Vehicles, particularly racecars like stock cars and sprint cars, employ a ridged axle. In the case of a stock car the ridged axle is the rear driven axle, while the front-end suspension is typically of an independent design. Sprint cars utilize a ridged axle at both the front and rear of the car. The chassis is typically sprung and dampened near each of the four wheels. A longitudinal rod with pivoting ends couple the axle to the chassis and restrain for and aft axle motion as well as yaw motion. In addition a lateral mounted bar with pivoting ends couples the axle to the chassis, restraining the axle from lateral movement. The racing industry refers to this lateral rod as a panhard bar.
Wheel tracking refers to the offset or lack of offset between a longitudinal line drawn square from the center of the rear wheel to the front wheel. The front wheel center may be in line with the rear wheel, or offset to the inside or outside.
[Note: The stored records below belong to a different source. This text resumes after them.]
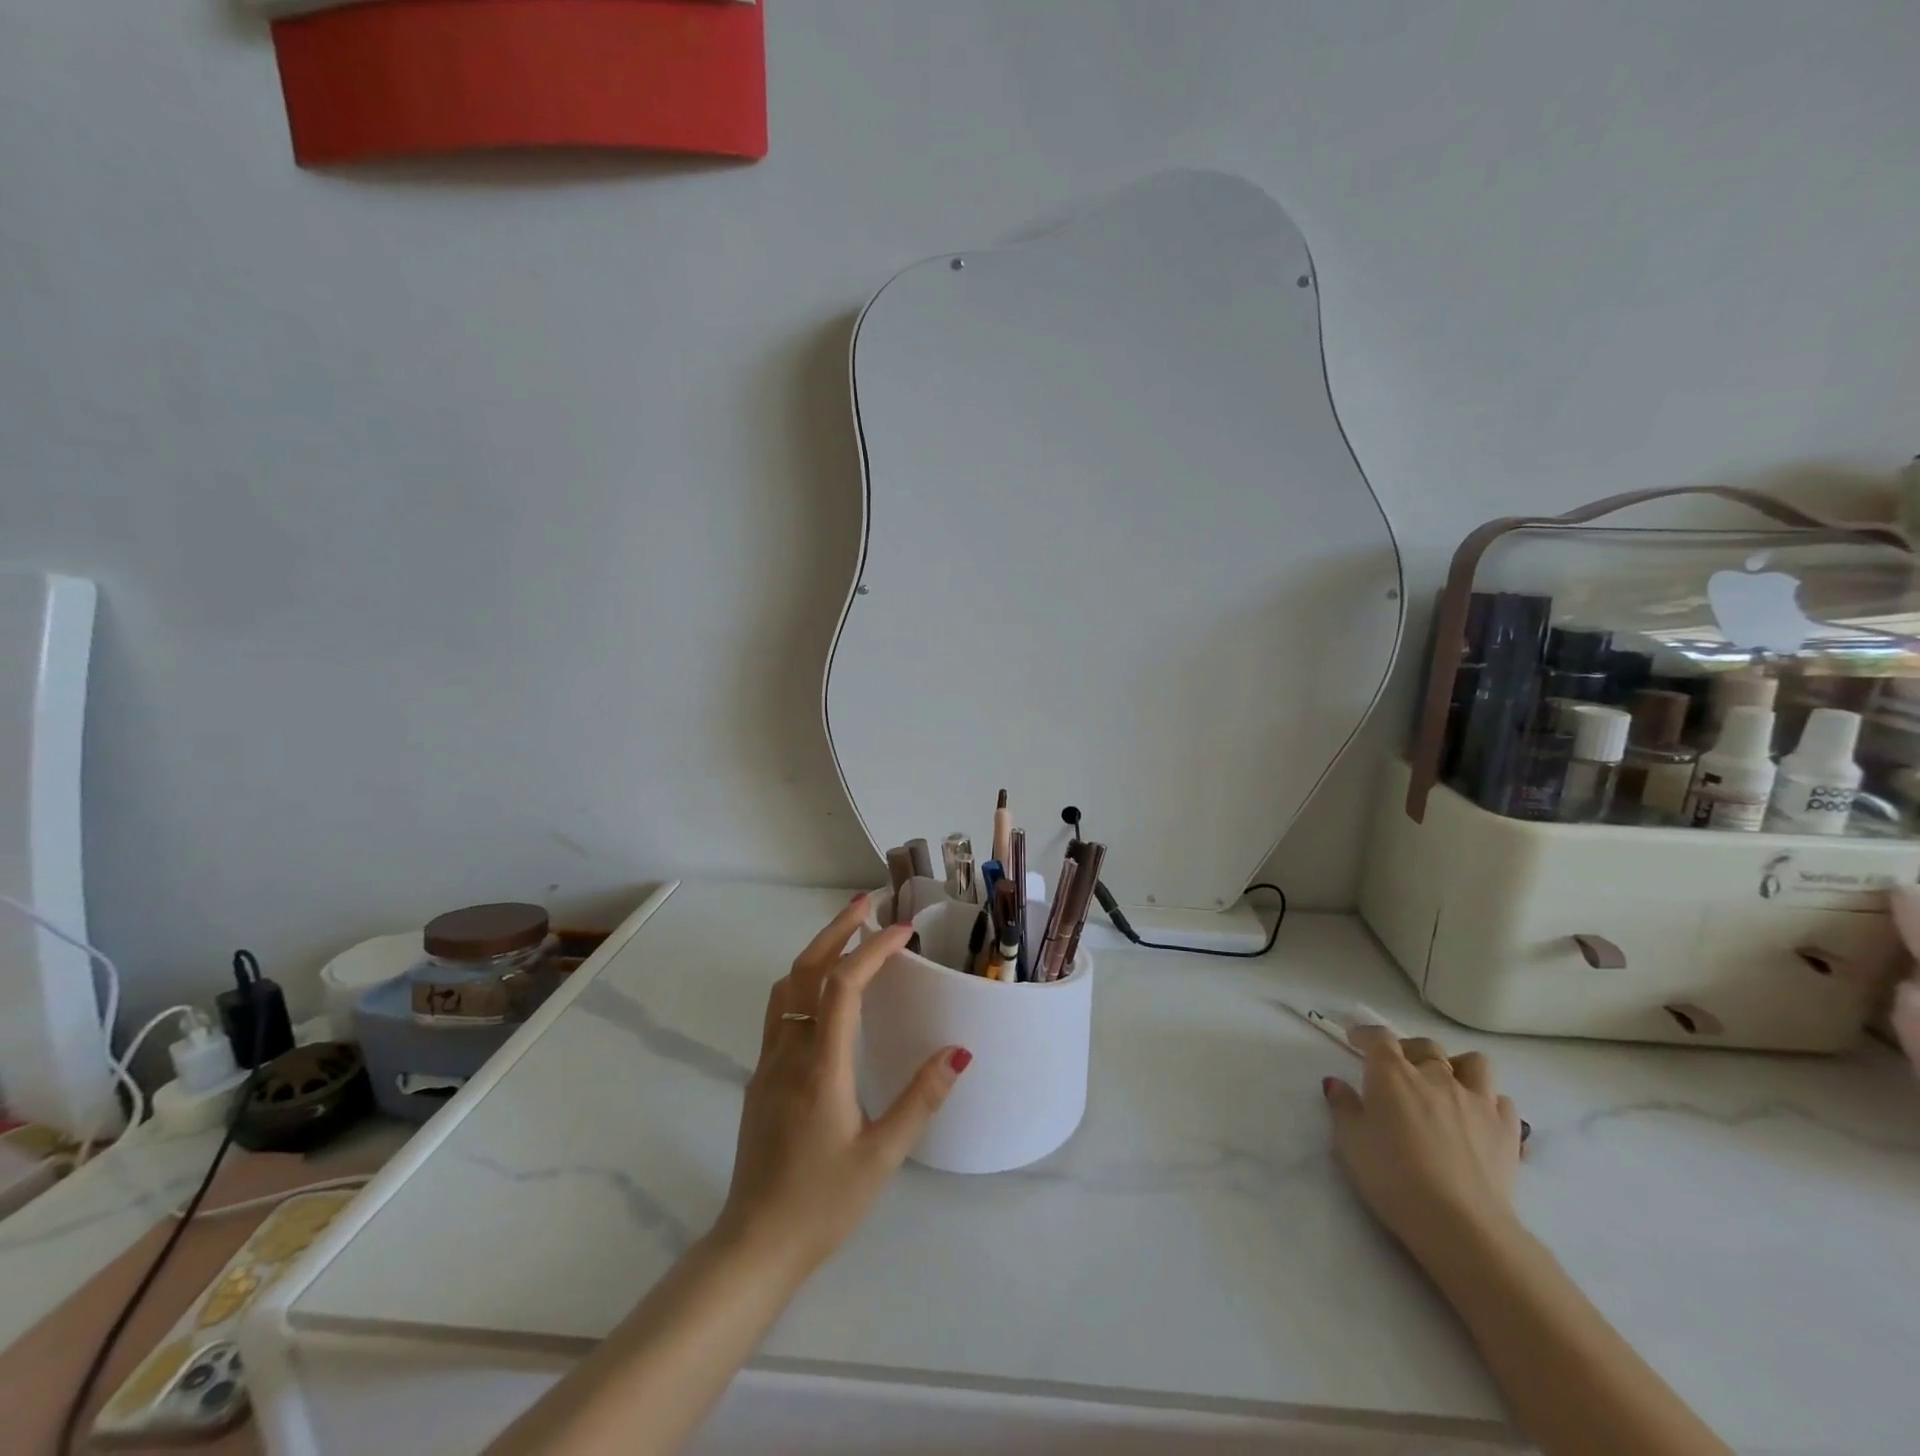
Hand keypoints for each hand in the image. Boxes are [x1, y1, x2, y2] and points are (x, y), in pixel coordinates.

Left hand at [713, 896, 970, 1283]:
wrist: (753, 1245)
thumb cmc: (823, 1203)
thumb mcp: (882, 1157)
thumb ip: (920, 1100)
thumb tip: (958, 1051)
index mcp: (821, 1067)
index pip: (843, 986)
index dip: (872, 950)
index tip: (903, 930)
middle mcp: (789, 1052)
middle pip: (805, 970)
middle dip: (837, 931)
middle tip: (868, 903)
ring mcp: (768, 1062)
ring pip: (786, 986)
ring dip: (816, 951)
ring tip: (848, 935)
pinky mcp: (761, 1077)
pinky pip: (780, 1009)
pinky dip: (804, 980)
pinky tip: (823, 990)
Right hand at [1322, 1028, 1522, 1263]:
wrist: (1460, 1223)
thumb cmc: (1392, 1177)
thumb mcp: (1350, 1141)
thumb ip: (1343, 1106)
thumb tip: (1337, 1083)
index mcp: (1392, 1074)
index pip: (1378, 1037)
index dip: (1365, 1033)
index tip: (1355, 1038)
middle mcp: (1436, 1076)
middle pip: (1425, 1046)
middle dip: (1408, 1050)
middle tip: (1397, 1068)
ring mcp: (1477, 1101)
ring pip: (1473, 1064)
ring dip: (1456, 1067)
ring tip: (1445, 1084)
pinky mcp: (1507, 1131)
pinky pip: (1501, 1100)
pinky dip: (1488, 1101)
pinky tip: (1477, 1116)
Typically the tracking will have no offsets, which allows the cars to turn equally well both left and right. Oval track cars only turn left as they proceed counterclockwise around the oval track. Both rear wheels are locked to the axle, which makes it very difficult to turn the car.
An advantage to turning left can be made by offsetting the wheel tracking such that the right rear tire is offset outside of the right front tire. Thus the rear-driving tire tries to overturn the car to the left. Prior art utilize offset wheels to accomplish the needed tracking offset. Also commonly used are wheel spacers. These can be inserted between the wheel-axle interfaces. The optimum offset is dictated by the available traction in the track surface. However the track surface will change dramatically during the course of the race. The result is the racecar may turn well at the beginning of the race, but poorly at the end of the race.
Therefore, there is a need for a panhard bar that can be adjusted while the vehicle is in motion. As the driver is most aware of the performance and tracking of the vehicle while in motion, there is a need for the driver to have the ability to adjust the panhard bar while the vehicle is in motion. Additionally, as a driver can be very busy focusing on driving, there is also a need for a panhard bar that is automatically adjusted according to the motion of the vehicle without the need for the driver to adjust the panhard bar. The present invention accomplishes these objectives.